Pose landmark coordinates
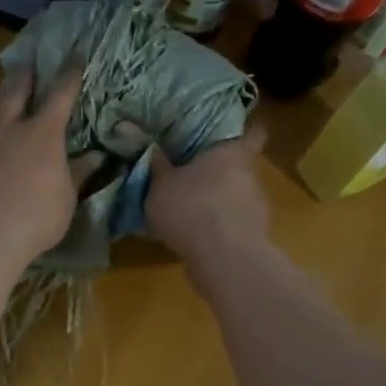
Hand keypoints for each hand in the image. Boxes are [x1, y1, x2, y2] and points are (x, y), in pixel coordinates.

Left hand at [0, 65, 84, 266]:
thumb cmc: (37, 213)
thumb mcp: (67, 196)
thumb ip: (78, 173)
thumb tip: (95, 156)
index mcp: (44, 132)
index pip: (61, 96)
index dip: (70, 77)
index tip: (76, 59)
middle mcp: (13, 130)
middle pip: (17, 93)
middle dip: (26, 78)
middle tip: (30, 65)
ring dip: (7, 107)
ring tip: (13, 106)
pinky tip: (1, 147)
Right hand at [144, 121, 269, 265]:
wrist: (224, 259)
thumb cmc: (192, 207)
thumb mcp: (160, 182)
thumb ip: (151, 159)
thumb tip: (128, 125)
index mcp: (232, 153)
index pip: (254, 131)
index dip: (246, 127)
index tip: (233, 127)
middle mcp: (250, 175)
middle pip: (240, 164)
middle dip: (219, 166)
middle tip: (193, 168)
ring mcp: (256, 207)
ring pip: (237, 194)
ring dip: (219, 197)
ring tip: (191, 205)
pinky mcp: (253, 235)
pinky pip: (233, 221)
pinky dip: (218, 223)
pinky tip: (197, 233)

Task statement
Both the line containing "index pip: (61, 96)" and the line containing "middle mcp: (250, 175)" belong in the answer. Print them and every line above that falls between them exactly, and no others.

Output below
index pip: (61, 96)
index dip: (70, 77)
index tip: (76, 59)
middle mcp: (13, 130)
middle pip: (17, 93)
middle dip: (26, 78)
middle tip: (30, 65)
ring dip: (7, 107)
ring tip: (13, 106)
pinky tip: (1, 147)
Right hand at [144, 121, 269, 265]:
wrist: (224, 259)
thumb cmc: (192, 207)
thumb mcp: (160, 182)
thumb ip: (151, 159)
thumb tip: (128, 125)
index mcp: (232, 153)
index pip: (254, 131)
index dip: (246, 127)
index tip: (233, 127)
middle mcp: (250, 175)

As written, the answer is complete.